--- DATA RECORDS Enclosed Below ---

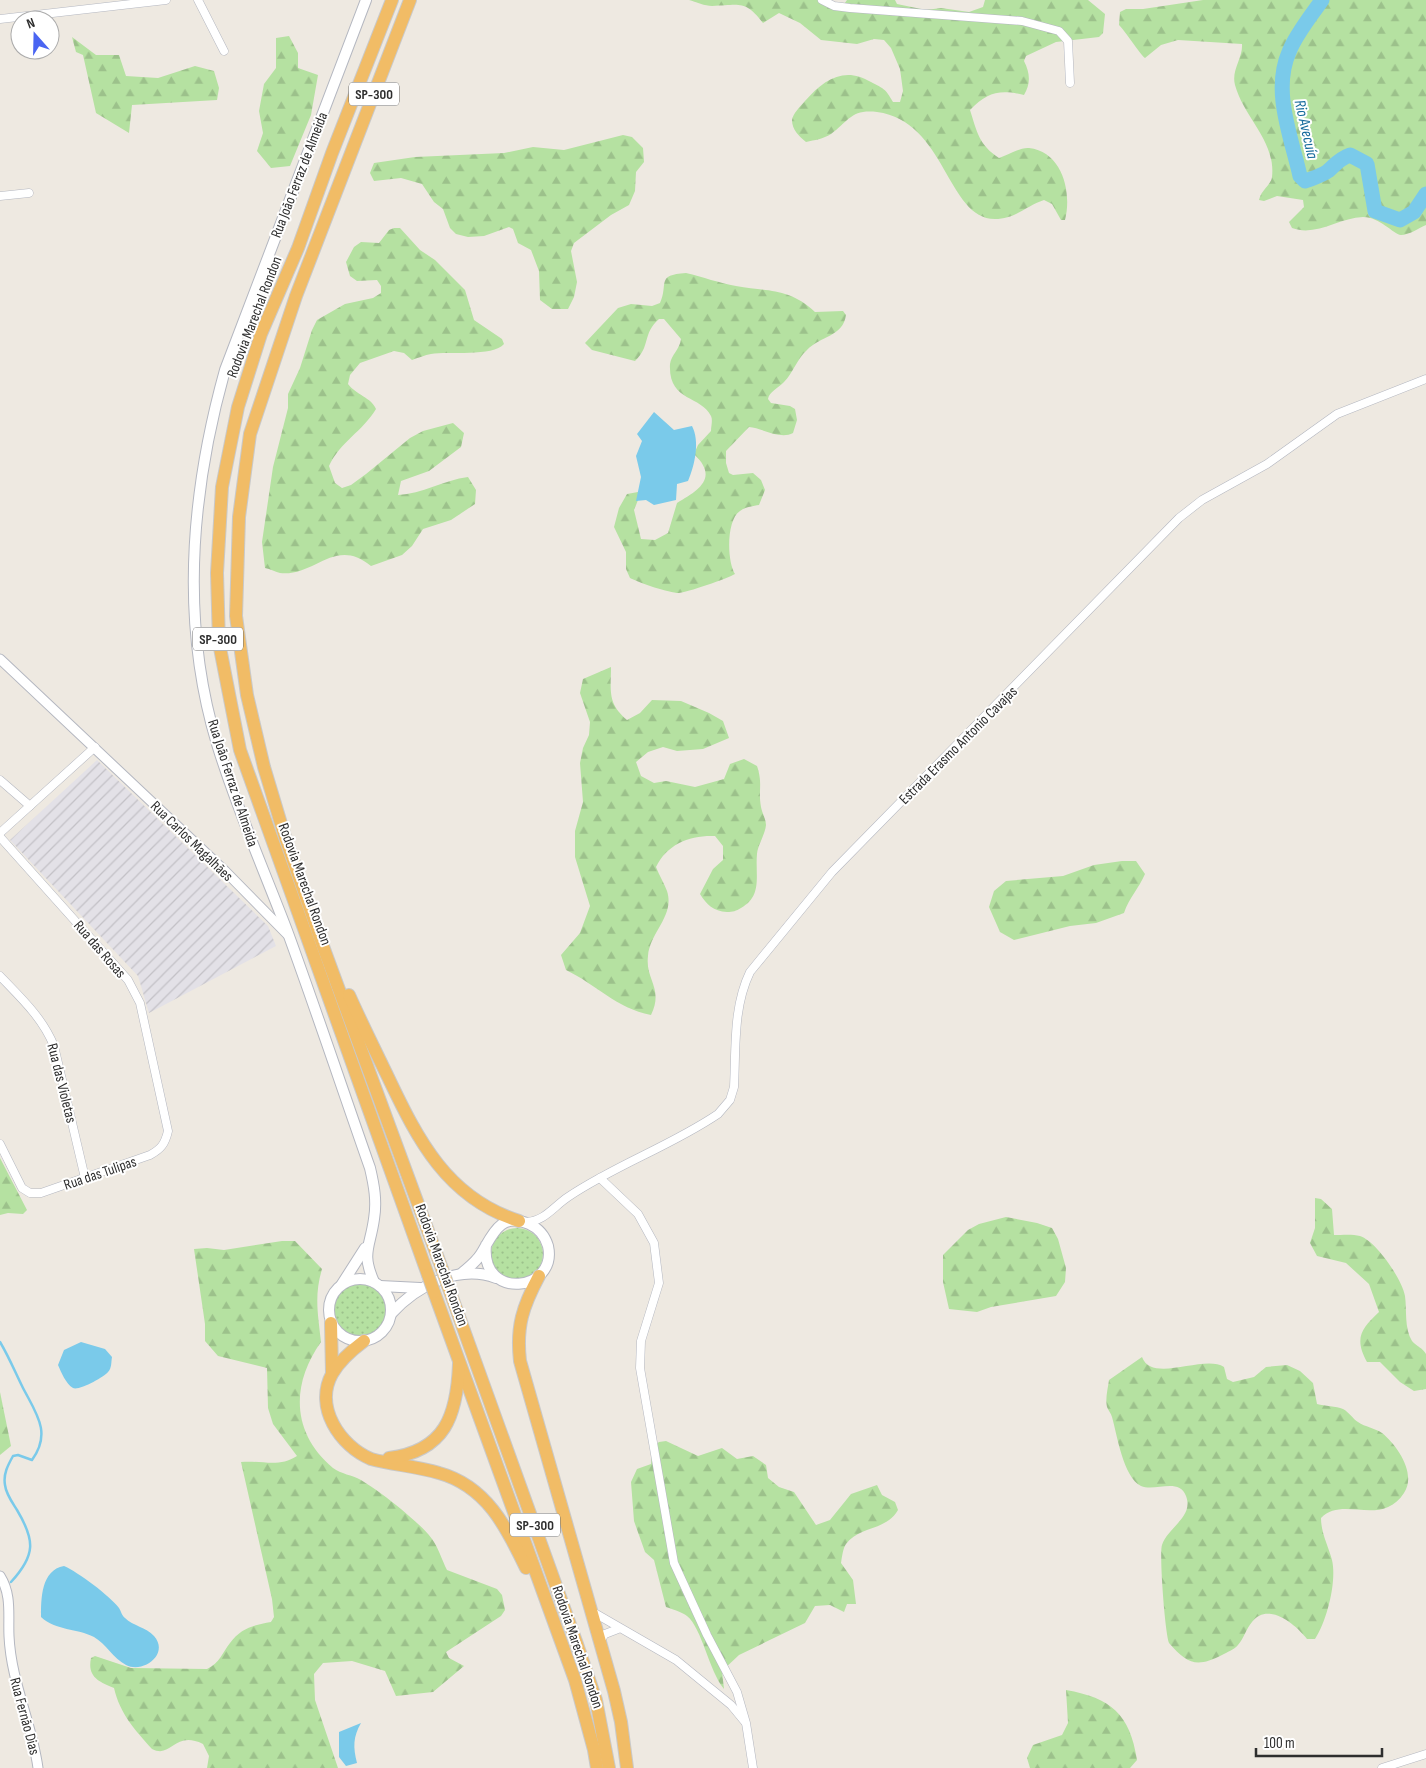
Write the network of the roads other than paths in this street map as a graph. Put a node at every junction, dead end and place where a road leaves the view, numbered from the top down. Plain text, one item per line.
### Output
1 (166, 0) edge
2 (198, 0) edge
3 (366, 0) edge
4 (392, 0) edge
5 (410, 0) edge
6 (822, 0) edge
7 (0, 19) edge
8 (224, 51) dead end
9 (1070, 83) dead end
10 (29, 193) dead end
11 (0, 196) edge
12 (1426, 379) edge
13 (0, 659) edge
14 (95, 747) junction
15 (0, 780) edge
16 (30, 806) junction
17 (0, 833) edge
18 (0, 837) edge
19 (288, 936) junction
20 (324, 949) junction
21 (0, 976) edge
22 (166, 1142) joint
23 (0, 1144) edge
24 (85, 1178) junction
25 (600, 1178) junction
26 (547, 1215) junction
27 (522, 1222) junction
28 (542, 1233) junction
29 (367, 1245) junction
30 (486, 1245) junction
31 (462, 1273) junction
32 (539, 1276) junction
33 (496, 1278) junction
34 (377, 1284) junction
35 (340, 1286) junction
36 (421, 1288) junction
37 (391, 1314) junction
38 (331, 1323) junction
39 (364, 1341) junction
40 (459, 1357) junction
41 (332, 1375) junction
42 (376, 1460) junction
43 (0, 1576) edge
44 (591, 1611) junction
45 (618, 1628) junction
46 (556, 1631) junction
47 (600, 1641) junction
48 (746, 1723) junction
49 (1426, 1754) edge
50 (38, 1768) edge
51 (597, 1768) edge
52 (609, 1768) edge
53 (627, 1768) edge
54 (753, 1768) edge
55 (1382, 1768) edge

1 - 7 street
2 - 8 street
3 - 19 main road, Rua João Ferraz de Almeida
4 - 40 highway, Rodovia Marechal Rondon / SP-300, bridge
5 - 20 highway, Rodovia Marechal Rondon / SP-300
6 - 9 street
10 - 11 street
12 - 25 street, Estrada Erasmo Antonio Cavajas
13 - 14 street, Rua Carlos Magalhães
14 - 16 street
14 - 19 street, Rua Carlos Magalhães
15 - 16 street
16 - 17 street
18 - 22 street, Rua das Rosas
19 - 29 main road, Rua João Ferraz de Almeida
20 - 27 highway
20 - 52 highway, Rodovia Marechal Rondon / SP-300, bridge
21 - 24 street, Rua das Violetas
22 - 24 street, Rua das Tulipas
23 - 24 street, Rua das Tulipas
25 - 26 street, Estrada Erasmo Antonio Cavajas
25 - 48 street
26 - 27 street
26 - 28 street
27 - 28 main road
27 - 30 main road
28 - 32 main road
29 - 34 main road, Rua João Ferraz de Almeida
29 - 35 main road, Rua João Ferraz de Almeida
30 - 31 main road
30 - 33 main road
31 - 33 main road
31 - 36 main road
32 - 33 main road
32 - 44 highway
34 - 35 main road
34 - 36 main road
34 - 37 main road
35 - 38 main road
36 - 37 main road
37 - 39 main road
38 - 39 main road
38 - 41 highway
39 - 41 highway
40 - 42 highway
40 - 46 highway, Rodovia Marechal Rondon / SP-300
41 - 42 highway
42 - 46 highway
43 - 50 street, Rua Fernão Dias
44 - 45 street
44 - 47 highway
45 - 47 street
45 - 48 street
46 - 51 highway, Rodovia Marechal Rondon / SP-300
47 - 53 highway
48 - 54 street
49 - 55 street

--- End of Enclosed DATA RECORDS ---

Would you please output the listing above exactly, leaving out the pictures?

▶ [TASK RESULT]:
Write the network of the roads other than paths in this street map as a graph. Put a node at every junction, dead end and place where a road leaves the view, numbered from the top down. Plain text, one item per line.
### Output
1 (166, 0) edge
2 (198, 0) edge
3 (366, 0) edge
4 (392, 0) edge
5 (410, 0) edge
6 (822, 0) edge
7 (0, 19) edge
8 (224, 51) dead end
9 (1070, 83) dead end
10 (29, 193) dead end
11 (0, 196) edge
12 (1426, 379) edge
13 (0, 659) edge
14 (95, 747) junction
15 (0, 780) edge
16 (30, 806) junction
17 (0, 833) edge
18 (0, 837) edge
19 (288, 936) junction
20 (324, 949) junction
21 (0, 976) edge
22 (166, 1142) joint
23 (0, 1144) edge
24 (85, 1178) junction
25 (600, 1178) junction
26 (547, 1215) junction
27 (522, 1222) junction
28 (542, 1233) junction
29 (367, 1245) junction
30 (486, 1245) junction
31 (462, 1273) junction
32 (539, 1276) junction
33 (496, 1278) junction
34 (377, 1284) junction
35 (340, 1286) junction
36 (421, 1288) junction
37 (391, 1314) junction
38 (331, 1323) junction
39 (364, 1341) junction
40 (459, 1357) junction
41 (332, 1375) junction
42 (376, 1460) junction
43 (0, 1576) edge
44 (591, 1611) junction
45 (618, 1628) junction
46 (556, 1631) junction
47 (600, 1641) junction
48 (746, 1723) junction
49 (1426, 1754) edge
50 (38, 1768) edge
51 (597, 1768) edge
52 (609, 1768) edge
53 (627, 1768) edge
54 (753, 1768) edge
55 (1382, 1768) edge

1 - 7 street
2 - 8 street
3 - 19 main road, Rua João Ferraz de Almeida
4 - 40 highway, Rodovia Marechal Rondon / SP-300, bridge
5 - 20 highway, Rodovia Marechal Rondon / SP-300
6 - 9 street
10 - 11 street
12 - 25 street, Estrada Erasmo Antonio Cavajas
13 - 14 street, Rua Carlos Magalhães
14 - 16 street
14 - 19 street, Rua Carlos Magalhães
15 - 16 street
16 - 17 street
18 - 22 street, Rua das Rosas
19 - 29 main road, Rua João Ferraz de Almeida
20 - 27 highway
20 - 52 highway, Rodovia Marechal Rondon / SP-300, bridge
21 - 24 street, Rua das Violetas
22 - 24 street, Rua das Tulipas
23 - 24 street, Rua das Tulipas
25 - 26 street, Estrada Erasmo Antonio Cavajas
25 - 48 street
26 - 27 street
26 - 28 street
27 - 28 main road
27 - 30 main road
28 - 32 main road
29 - 34 main road, Rua João Ferraz de Almeida
29 - 35 main road, Rua João Ferraz de Almeida
30 - 31 main road
30 - 33 main road
31 - 33 main road
31 - 36 main road
32 - 33 main road
32 - 44 highway
34 - 35 main road
34 - 36 main road
34 - 37 main road
35 - 38 main road
36 - 37 main road
37 - 39 main road
38 - 39 main road
38 - 41 highway
39 - 41 highway
40 - 42 highway
40 - 46 highway, Rodovia Marechal Rondon / SP-300
41 - 42 highway
42 - 46 highway
43 - 50 street, Rua Fernão Dias
44 - 45 street
44 - 47 highway
45 - 47 street
45 - 48 street
46 - 51 highway, Rodovia Marechal Rondon / SP-300
47 - 53 highway
48 - 54 street
49 - 55 street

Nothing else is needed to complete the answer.